PROBLEM DESCRIPTION: Search the data below for "Chandi"; list each line that holds it.

Saved data entries:
/---

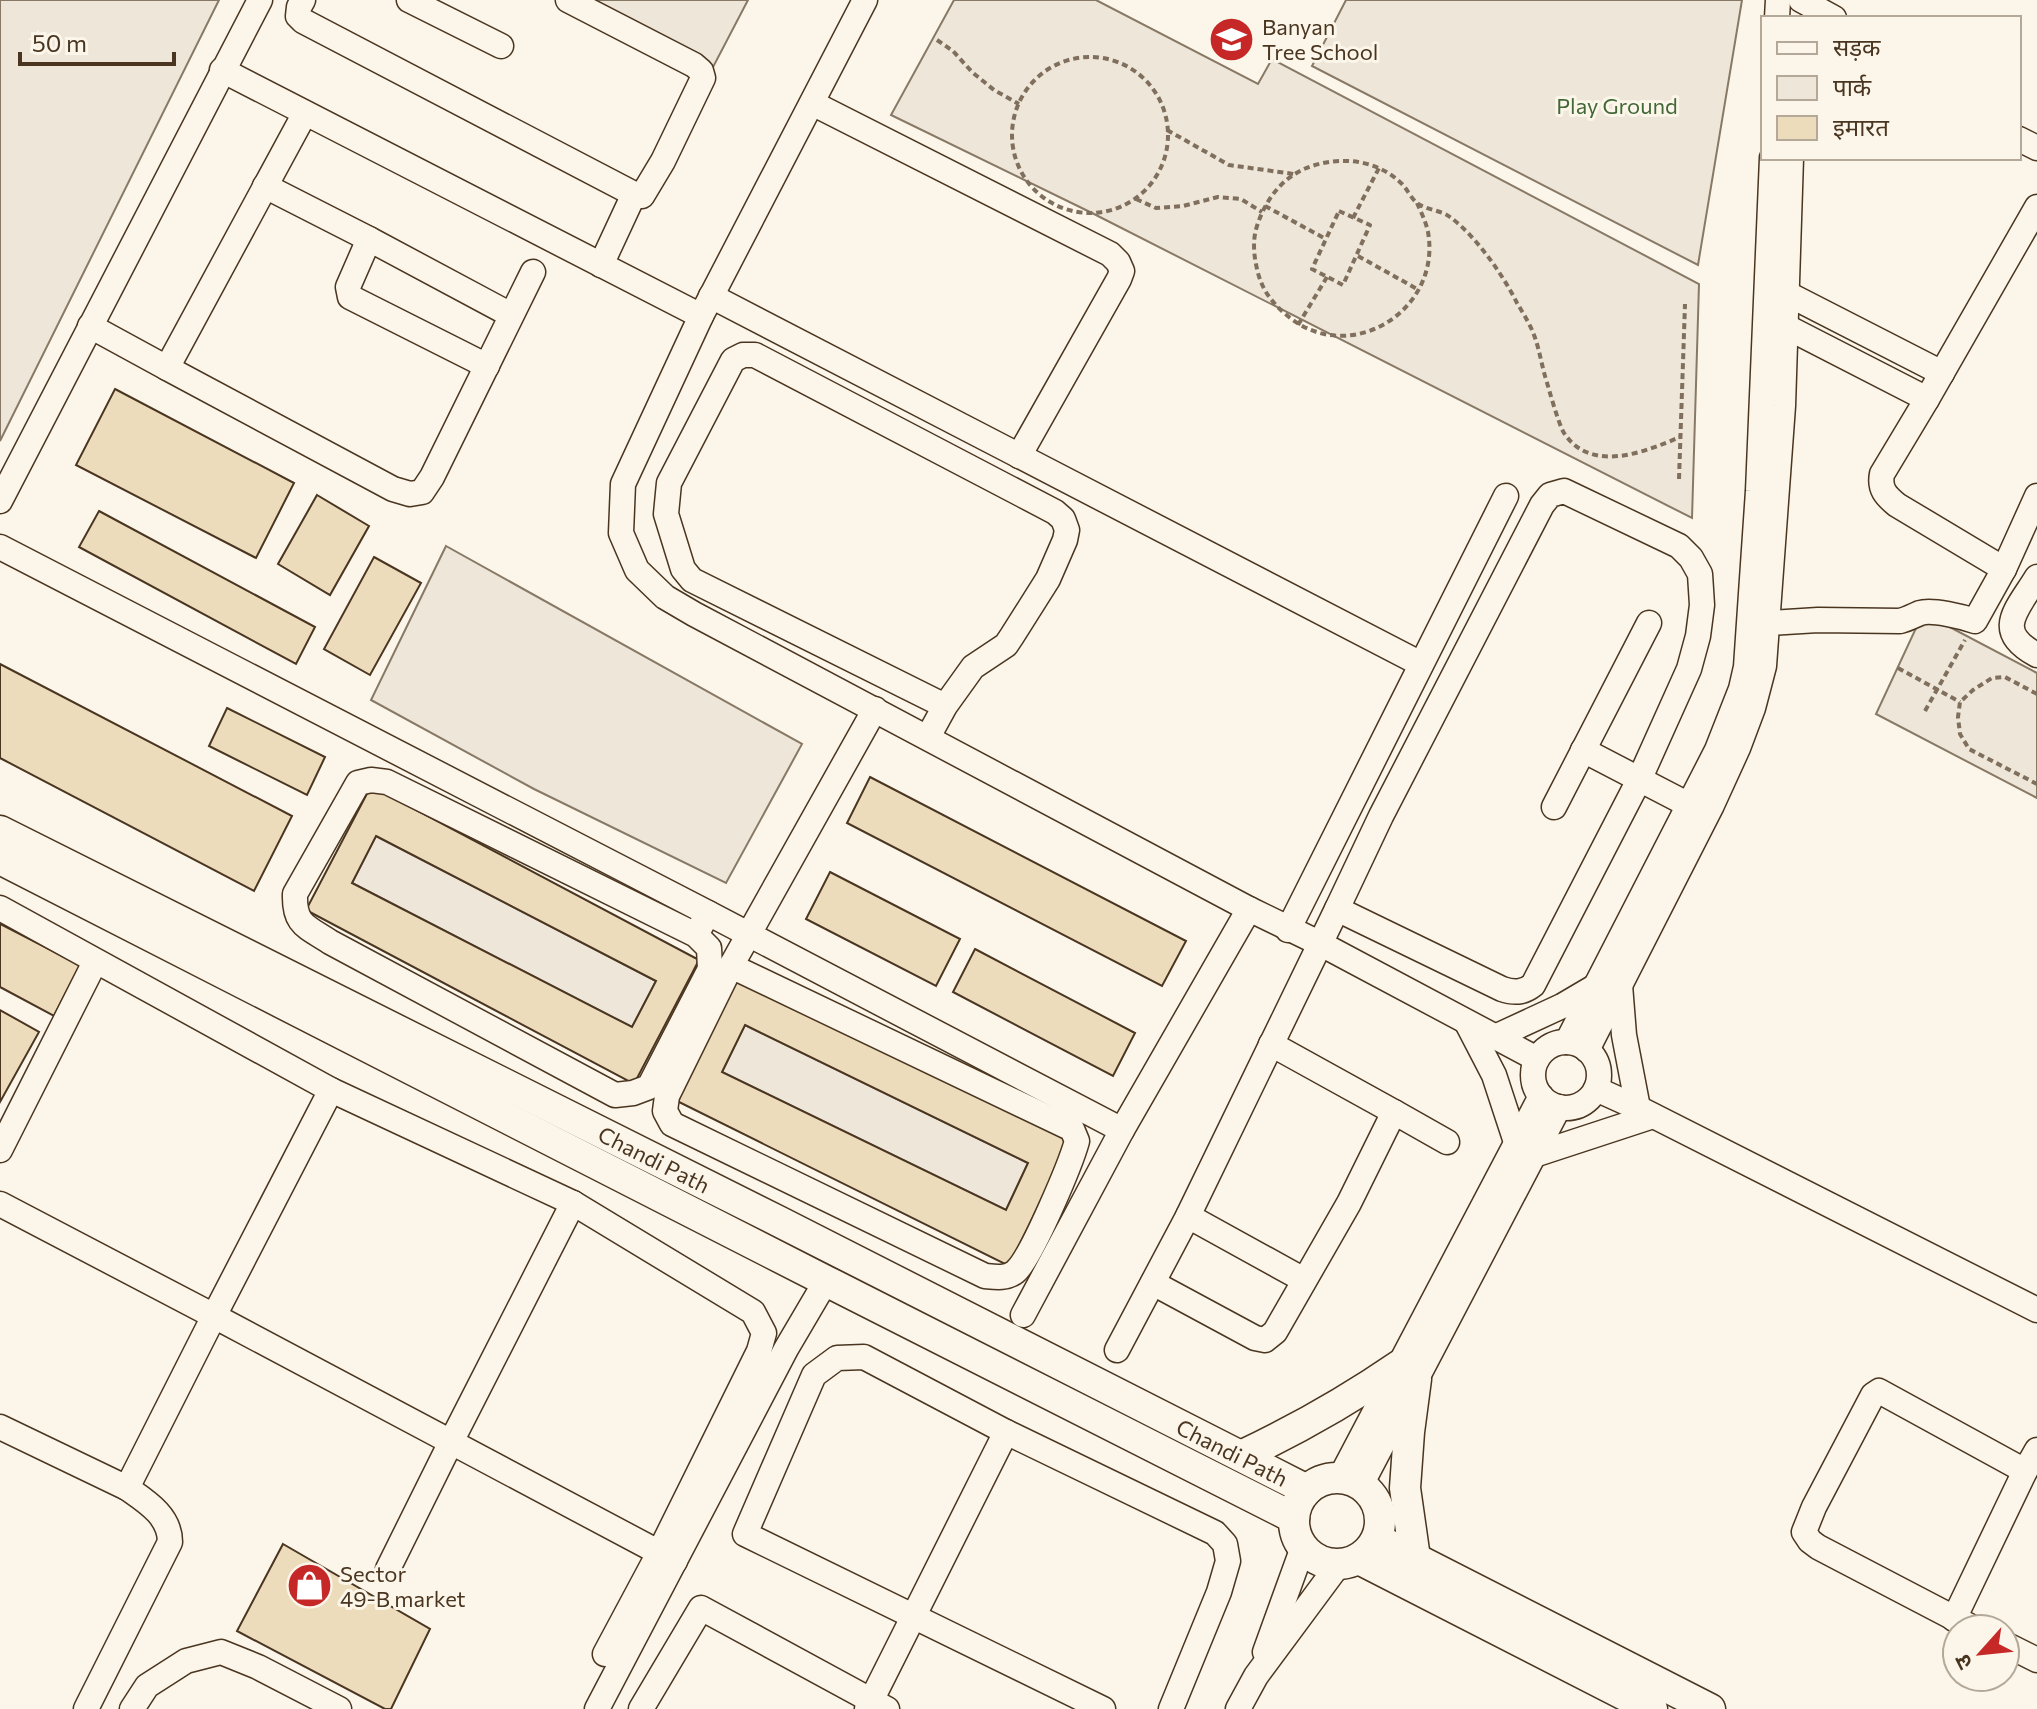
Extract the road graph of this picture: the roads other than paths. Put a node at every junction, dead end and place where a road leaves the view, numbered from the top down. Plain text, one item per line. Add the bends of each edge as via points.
1 (260, 0) edge
2 (303, 0) edge
3 (409, 0) edge
4 (568, 0) edge
5 (865, 0) edge
6 (1800, 0) edge
7 (1830, 16) edge
8 (501, 46) dead end
9 (222, 70) junction
10 (812, 103) junction
11 (305, 113) junction
12 (1772, 160) edge
13 (1791, 160) edge
14 (265, 186) junction
15 (634, 194) junction
16 (2037, 207) edge
17 (369, 239) junction
18 (601, 265) junction
19 (533, 272) dead end
20 (1777, 289) junction
21 (706, 306) junction
22 (511, 315) junction
23 (758, 321) junction
24 (1776, 321) junction
25 (90, 326) junction
26 (743, 355) junction
27 (487, 366) junction
28 (167, 368) junction
29 (1942, 373) junction
30 (1927, 399) junction
31 (1019, 456) junction
32 (1506, 496) dead end
33 (2037, 496) edge
34 (0, 501) edge
35 (0, 547) edge
36 (2004, 569) junction
37 (2037, 577) edge
38 (1649, 623) dead end
39 (1758, 623) junction
40 (2037, 655) edge
41 (1421, 664) junction
42 (945, 706) junction
43 (875, 709) junction
44 (928, 737) junction
45 (390, 748) junction
46 (1583, 750) junction
47 (1640, 778) junction
48 (371, 780) junction
49 (1689, 805) junction
50 (1554, 807) dead end
51 (0, 831) edge
52 (0, 859) edge
53 (0, 908) edge
54 (1249, 909) junction
55 (1337, 909) junction
56 (708, 913) junction
57 (1288, 930) junction
58 (749, 934) junction
59 (696, 935) junction
60 (1321, 944) junction
61 (95, 962) junction
62 (731, 966) junction
63 (1608, 986) junction
64 (1467, 1023) junction
65 (1495, 1037) junction
66 (1271, 1044) junction
67 (1577, 1046) junction
68 (1537, 1059) junction
69 (1596, 1089) junction
70 (331, 1090) junction
71 (1550, 1101) junction
72 (1394, 1112) junction
73 (1646, 1112) junction
74 (1122, 1130) junction
75 (1447, 1142) dead end
76 (1525, 1149) junction
77 (0, 1150) edge
78 (573, 1203) junction
79 (0, 1204) edge
80 (1188, 1216) junction
81 (1304, 1280) junction
82 (826, 1281) junction
83 (1153, 1283) junction
84 (2037, 1310) edge
85 (1023, 1315) dead end
86 (214, 1316) junction
87 (1117, 1350) dead end
88 (1414, 1361) junction
89 (0, 1427) edge
90 (1006, 1432) junction
91 (451, 1442) junction
92 (2037, 1450) edge
93 (1241, 1456) junction
94 (2025, 1471) junction
95 (1350, 1481) junction
96 (127, 1488) junction
97 (1307, 1490) junction
98 (1298, 1532) junction
99 (1358, 1554) junction
100 (667, 1557) junction
101 (1415, 1558) junction
102 (388, 1569) dead end
103 (1944, 1613) edge
104 (1969, 1613) edge
105 (913, 1616) junction
106 (605, 1654) dead end
107 (1256, 1676) junction
108 (875, 1706) edge
109 (86, 1709) edge
110 (132, 1709) edge
111 (339, 1709) edge
112 (597, 1709) edge
113 (641, 1709) edge
114 (1103, 1709) edge
115 (1171, 1709) edge
116 (1238, 1709) edge
117 (1652, 1709) edge
118 (1710, 1709) edge

1 - 9 street
2 - 15 street via 298,16 303,21
3 - 8 street
4 - 15 street via 701,71 703,78 663,161 645,193
5 - 10 street
6 - 7 street
9 - 11 street
9 - 25 street
10 - 21 street
10 - 31 street via 1118,262 1119,279
11 - 14 street
11 - 18 street
12 - 20 street
13 - 20 street
14 - 17 street
14 - 28 street
15 - 18 street
16 - 29 street
17 - 22 street
17 - 27 street via 348,287 350,297
18 - 21 street
19 - 22 street
20 - 24 street
20 - 29 street
21 - 23 street
21 - 43 street via 623,484 621,533 637,570 665,597
22 - 27 street
23 - 26 street
23 - 31 street
24 - 30 street
24 - 39 street via 1758,491
25 - 28 street
25 - 34 street
26 - 42 street via 733,360 669,483 666,514 683,569 692,580
26 - 42 street via 755,355 1063,519 1065,540 1048,579 1006,645 973,667
27 - 28 street via 432,477 422,492 410,494
29 - 30 street
30 - 36 street via 1882,474 1884,494
31 - 41 street
32 - 41 street
33 - 36 street
35 - 45 street
36 - 39 street via 1975,621 1920,613 1900,621
37 - 40 street via 2011,631
38 - 46 street
39 - 49 street via 1741,689
39 - 63 street via 1764,666 1738,748 1712,805
41 - 57 street
42 - 44 street
43 - 44 street
43 - 58 street
44 - 54 street
45 - 48 street
45 - 56 street
46 - 47 street
46 - 50 street
47 - 49 street
47 - 55 street via 1527,990 1502,989
47 - 55 street via 1689,669 1702,605 1700,574 1679,546 1564,491 1550,495 1449,682
48 - 59 street via 387,782
48 - 59 street via 358,783 295,894 300,922 615,1095 649,1087 710,969 709,948
49 - 63 street
51 - 93 main road, Chandi Path
52 - 82 main road, Chandi Path
53 - 61 street
54 - 57 street
54 - 74 street
55 - 60 street
56 - 58 street
56 - 59 street
57 - 60 street
58 - 62 street
58 - 74 street
60 - 64 street
60 - 66 street
61 - 70 street
61 - 77 street
62 - 62 street via 667,1096 665,1111 672,1124 985,1276 1016,1271 1067,1171 1077,1141 1072,1129
63 - 65 street
63 - 67 street
63 - 73 street
64 - 65 street
64 - 76 street
65 - 68 street
66 - 72 street
66 - 80 street
67 - 68 street via 1557,1043
67 - 69 street via 1594,1058
68 - 71 street via 1535,1086
69 - 71 street via 1570,1108
69 - 73 street
70 - 78 street
70 - 86 street
71 - 76 street
72 - 75 street
72 - 81 street
73 - 76 street
73 - 84 street
74 - 85 street
76 - 88 street
78 - 91 street
78 - 100 street via 753,1312 764,1333
79 - 86 street
80 - 81 street
80 - 83 street
81 - 83 street via 1275,1332 1265,1340
82 - 98 main road, Chandi Path
82 - 100 street
83 - 87 street
86 - 91 street
86 - 96 street
88 - 93 main road
88 - 95 street
88 - 101 main road via 1405,1488
89 - 96 street
90 - 105 street
90 - 105 street via 864,1357 837,1358 814,1375 745,1534
90 - 115 street via 1215,1533 1225,1544 1228,1561 1219,1592
91 - 100 street
91 - 102 street
92 - 94 street
93 - 97 main road, Chandi Path
94 - 103 street via 1879,1391 1873,1395 1804,1532 1810,1541
94 - 104 street
95 - 97 main road via 1328,1478
95 - 99 main road via 1372,1495 1379,1509 1380,1524
96 - 109 street via 166,1520 170,1542
97 - 98 main road via 1298,1503
98 - 99 main road via 1319,1560
98 - 107 street
99 - 101 main road
99 - 107 street
99 - 117 main road
100 - 106 street
100 - 112 street
101 - 118 main road
105 - 108 street
105 - 114 street
107 - 116 street
108 - 113 street via 701,1608
110 - 111 street via 147,1686 173,1669 221,1652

\---

ANSWER BOX:
51 - 93 main road, Chandi Path
52 - 82 main road, Chandi Path
82 - 98 main road, Chandi Path
93 - 97 main road, Chandi Path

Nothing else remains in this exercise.